Reading and writing Apache arrow files

Hello,
I am writing my log files in apache arrow format using Arrow.jl User Manual · Arrow.jl

Now I want to read it in Python, see Feather File Format — Apache Arrow v9.0.0

But the Python documentation mentions different file formats, like Feather V1, Feather V2 and “Streaming format”, “File or Random Access format” and more …

In which format does Arrow.jl writes its files?

And when should I use Arrow.jl and when Parquet.jl ?

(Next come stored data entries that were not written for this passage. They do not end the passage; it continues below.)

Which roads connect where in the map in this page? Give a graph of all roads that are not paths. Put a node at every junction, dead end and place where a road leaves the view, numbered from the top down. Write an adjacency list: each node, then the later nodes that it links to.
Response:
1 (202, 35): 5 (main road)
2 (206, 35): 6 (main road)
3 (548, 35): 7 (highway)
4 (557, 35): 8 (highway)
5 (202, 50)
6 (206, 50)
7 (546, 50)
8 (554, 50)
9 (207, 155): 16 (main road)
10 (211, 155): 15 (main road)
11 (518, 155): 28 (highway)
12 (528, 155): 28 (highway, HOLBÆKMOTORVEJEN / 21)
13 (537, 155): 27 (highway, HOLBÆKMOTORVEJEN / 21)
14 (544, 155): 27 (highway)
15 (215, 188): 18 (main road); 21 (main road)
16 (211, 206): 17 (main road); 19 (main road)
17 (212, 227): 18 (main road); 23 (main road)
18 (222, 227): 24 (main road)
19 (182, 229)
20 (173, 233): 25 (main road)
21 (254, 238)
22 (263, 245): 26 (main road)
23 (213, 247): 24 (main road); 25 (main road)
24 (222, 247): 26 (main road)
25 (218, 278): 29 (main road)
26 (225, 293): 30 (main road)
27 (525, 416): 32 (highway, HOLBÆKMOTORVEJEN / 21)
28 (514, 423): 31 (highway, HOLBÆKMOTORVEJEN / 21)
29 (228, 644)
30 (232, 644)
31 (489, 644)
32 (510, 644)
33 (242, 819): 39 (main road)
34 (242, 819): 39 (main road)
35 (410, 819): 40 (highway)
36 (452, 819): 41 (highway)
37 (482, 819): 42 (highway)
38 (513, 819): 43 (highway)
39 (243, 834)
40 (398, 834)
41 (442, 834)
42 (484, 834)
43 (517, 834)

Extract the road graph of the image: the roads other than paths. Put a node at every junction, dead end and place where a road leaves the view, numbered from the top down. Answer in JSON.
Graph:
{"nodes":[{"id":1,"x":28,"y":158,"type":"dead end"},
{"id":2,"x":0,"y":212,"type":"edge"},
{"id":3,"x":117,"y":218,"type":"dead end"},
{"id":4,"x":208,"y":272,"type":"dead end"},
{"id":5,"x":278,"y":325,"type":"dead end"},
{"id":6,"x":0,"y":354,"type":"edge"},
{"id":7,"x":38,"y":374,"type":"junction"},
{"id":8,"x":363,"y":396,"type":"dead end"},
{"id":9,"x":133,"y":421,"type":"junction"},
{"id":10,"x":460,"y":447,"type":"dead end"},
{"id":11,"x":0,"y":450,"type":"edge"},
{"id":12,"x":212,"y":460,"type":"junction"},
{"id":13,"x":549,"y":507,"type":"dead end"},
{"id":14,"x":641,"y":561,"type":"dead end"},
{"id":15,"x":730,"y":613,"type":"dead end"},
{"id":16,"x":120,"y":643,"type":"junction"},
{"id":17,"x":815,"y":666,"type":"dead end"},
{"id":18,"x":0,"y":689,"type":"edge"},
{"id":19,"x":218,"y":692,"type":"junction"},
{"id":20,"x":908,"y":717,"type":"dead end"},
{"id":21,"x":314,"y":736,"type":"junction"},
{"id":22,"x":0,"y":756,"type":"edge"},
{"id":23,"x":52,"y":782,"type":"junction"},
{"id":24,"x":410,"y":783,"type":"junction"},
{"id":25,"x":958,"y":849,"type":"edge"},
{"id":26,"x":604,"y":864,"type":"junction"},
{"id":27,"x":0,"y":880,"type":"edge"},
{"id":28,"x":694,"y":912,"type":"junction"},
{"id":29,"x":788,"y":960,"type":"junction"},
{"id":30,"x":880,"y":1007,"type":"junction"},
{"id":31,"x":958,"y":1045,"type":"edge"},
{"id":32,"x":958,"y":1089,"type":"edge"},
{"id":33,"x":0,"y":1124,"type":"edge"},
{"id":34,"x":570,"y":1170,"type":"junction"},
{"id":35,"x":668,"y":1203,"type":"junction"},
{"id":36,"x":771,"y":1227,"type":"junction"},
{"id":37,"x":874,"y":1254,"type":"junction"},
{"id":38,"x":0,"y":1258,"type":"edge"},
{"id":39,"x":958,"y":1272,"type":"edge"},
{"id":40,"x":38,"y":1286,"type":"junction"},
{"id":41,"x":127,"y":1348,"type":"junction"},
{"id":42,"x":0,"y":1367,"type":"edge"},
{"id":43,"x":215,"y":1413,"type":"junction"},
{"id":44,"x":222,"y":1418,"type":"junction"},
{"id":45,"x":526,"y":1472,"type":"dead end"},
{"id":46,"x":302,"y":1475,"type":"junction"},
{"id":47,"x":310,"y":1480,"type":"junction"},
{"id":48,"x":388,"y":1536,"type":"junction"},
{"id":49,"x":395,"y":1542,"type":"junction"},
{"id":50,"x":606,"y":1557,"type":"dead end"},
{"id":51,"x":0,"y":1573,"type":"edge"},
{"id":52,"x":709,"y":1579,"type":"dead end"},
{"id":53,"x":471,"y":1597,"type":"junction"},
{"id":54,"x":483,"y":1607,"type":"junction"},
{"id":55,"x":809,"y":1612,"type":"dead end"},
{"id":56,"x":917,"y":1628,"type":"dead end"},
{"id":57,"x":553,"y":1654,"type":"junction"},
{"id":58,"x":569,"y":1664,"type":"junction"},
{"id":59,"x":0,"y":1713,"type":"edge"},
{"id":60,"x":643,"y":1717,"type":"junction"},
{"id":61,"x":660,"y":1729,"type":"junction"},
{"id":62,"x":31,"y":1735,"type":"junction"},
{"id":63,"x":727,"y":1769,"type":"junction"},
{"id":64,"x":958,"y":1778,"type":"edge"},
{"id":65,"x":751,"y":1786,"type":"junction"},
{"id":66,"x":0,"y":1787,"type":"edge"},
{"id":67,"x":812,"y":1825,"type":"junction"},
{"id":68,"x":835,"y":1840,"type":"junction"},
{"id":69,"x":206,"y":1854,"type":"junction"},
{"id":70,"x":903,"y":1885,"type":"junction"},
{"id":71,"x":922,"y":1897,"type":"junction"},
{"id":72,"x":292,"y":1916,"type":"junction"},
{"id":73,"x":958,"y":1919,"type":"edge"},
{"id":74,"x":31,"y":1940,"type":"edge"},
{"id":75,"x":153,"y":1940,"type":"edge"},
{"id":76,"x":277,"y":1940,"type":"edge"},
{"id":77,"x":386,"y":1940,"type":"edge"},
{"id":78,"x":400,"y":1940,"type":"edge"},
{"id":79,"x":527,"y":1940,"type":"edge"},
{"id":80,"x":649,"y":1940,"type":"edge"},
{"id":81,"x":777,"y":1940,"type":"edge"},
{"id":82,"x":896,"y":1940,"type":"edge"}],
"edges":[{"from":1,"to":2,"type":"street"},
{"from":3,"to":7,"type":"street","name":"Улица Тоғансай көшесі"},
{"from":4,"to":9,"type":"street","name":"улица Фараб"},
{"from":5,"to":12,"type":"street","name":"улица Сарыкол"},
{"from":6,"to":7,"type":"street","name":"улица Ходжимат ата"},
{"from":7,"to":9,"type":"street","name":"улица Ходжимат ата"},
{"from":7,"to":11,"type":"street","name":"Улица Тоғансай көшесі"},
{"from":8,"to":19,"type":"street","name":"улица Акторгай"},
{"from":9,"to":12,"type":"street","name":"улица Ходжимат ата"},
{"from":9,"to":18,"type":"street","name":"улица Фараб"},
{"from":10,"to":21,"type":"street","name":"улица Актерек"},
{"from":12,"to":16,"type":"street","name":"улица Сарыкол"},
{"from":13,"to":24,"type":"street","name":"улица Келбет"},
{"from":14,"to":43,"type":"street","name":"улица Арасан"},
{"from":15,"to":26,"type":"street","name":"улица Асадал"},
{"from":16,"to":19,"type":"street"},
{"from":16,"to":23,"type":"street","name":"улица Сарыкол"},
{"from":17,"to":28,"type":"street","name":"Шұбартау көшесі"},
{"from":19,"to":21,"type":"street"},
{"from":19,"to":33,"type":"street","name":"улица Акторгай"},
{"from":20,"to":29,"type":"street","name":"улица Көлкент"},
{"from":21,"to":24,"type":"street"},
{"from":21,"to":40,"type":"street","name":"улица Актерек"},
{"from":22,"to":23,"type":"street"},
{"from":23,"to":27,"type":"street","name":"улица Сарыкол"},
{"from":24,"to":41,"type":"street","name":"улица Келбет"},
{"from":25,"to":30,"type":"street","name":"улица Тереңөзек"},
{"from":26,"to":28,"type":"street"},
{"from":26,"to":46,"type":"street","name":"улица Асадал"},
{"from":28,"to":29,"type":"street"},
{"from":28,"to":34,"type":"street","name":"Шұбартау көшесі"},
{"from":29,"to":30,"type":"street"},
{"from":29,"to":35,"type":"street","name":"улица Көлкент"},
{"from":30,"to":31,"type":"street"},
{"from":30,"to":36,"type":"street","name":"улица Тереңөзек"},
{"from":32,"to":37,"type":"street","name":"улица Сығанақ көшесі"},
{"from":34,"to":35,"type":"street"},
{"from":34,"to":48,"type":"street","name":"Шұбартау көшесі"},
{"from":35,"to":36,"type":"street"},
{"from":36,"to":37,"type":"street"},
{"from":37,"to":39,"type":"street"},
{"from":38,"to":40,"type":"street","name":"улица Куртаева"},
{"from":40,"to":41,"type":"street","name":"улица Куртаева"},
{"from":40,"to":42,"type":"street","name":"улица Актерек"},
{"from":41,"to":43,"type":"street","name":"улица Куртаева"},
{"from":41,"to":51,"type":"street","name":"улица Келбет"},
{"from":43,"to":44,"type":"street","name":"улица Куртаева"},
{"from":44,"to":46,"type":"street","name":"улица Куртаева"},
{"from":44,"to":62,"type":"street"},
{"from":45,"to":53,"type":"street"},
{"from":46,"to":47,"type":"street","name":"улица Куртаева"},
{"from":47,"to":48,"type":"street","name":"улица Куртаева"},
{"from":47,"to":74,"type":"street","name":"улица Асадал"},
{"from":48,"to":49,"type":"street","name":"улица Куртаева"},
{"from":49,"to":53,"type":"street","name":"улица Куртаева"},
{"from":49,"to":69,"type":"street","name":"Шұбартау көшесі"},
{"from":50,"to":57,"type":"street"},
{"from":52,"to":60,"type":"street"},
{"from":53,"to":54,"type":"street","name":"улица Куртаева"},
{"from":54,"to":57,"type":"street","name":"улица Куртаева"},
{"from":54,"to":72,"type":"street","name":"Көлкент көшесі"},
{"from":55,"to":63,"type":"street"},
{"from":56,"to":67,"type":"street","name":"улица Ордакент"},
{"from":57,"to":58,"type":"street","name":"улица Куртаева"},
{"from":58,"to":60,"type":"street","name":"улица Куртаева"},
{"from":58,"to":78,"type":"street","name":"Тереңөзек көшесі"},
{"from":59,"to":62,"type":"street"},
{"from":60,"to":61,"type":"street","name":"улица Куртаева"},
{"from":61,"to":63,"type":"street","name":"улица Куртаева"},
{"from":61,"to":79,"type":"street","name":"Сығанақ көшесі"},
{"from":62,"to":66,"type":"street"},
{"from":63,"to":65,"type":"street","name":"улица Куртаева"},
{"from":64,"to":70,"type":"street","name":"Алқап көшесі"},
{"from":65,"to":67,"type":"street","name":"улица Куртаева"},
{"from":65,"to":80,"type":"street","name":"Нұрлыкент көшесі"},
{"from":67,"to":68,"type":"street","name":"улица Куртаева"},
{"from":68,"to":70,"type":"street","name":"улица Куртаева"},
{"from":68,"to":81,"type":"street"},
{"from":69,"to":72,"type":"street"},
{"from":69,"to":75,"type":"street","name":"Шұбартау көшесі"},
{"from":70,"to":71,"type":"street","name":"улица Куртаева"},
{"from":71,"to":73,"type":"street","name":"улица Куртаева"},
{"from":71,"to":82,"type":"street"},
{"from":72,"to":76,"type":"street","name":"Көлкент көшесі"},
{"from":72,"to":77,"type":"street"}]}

Some progress. The following (partially) works:

import pandas as pd
import pyarrow as pa

print("Reading arrow file...")
mmap = pa.memory_map('../data/sim_log_uncompressed.arrow')

with mmap as source:
    array = pa.ipc.open_file(source).read_all()

print(array.schema)
    # time: double not null
    # orient: list<: float not null> not null
    #   child 0, : float not null
    # elevation: float not null
    # azimuth: float not null
    # l_tether: float not null
    # v_reelout: float not null
    # force: float not null
    # depower: float not null
    # steering: float not null
    # heading: float not null
    # course: float not null
    # v_app: float not null
    # vel_kite: list<: float not null> not null
    #   child 0, : float not null
    # X: list<: float not null> not null
    #   child 0, : float not null
    # Y: list<: float not null> not null
    #   child 0, : float not null
    # Z: list<: float not null> not null
    #   child 0, : float not null

print(array[0]) # time, works
print(array[1]) # orientation, works

# not working 
# table = pa.Table.from_arrays([array], names=["col1"])
# ArrowInvalid: Could not convert <pyarrow.lib.ChunkedArray object at 0x7f4255395eb8>
# [
#   [
#     0,
#     0.05,
#     0.1,
#     0.15000000000000002,
#     0.2,
#     ...
#     49.849999999999305,
#     49.8999999999993,
#     49.9499999999993
#   ]
# ] with type pyarrow.lib.ChunkedArray: did not recognize Python value type when inferring an Arrow data type

I want to rephrase my question: Can I modify my Julia export such that it easier for Python to process the resulting file?

It works now:

import pandas as pd
import pyarrow as pa

print("Reading arrow file...")
mmap = pa.memory_map('../data/sim_log_uncompressed.arrow')

with mmap as source:
    array = pa.ipc.open_file(source).read_all()

# print(array.schema)
    # time: double not null
    # orient: list<: float not null> not null
    #   child 0, : float not null
    # elevation: float not null
    # azimuth: float not null
    # l_tether: float not null
    # v_reelout: float not null
    # force: float not null
    # depower: float not null
    # steering: float not null
    # heading: float not null
    # course: float not null
    # v_app: float not null
    # vel_kite: list<: float not null> not null
    #   child 0, : float not null
    # X: list<: float not null> not null
    #   child 0, : float not null
    # Y: list<: float not null> not null
    #   child 0, : float not null
    # Z: list<: float not null> not null
    #   child 0, : float not null

# print(array[0]) # time, works
# print(array[1]) # orientation, works

# not working 
t_time   = pa.Table.from_arrays([array[0]], names=["time"])
t_orient = pa.Table.from_arrays([array[1]], names=["orient"])
print(t_orient)
print("\n")

But I need to create one table per column which I find strange. StructArrays in Julia seam to be much more powerful than Python tables or Pandas dataframes…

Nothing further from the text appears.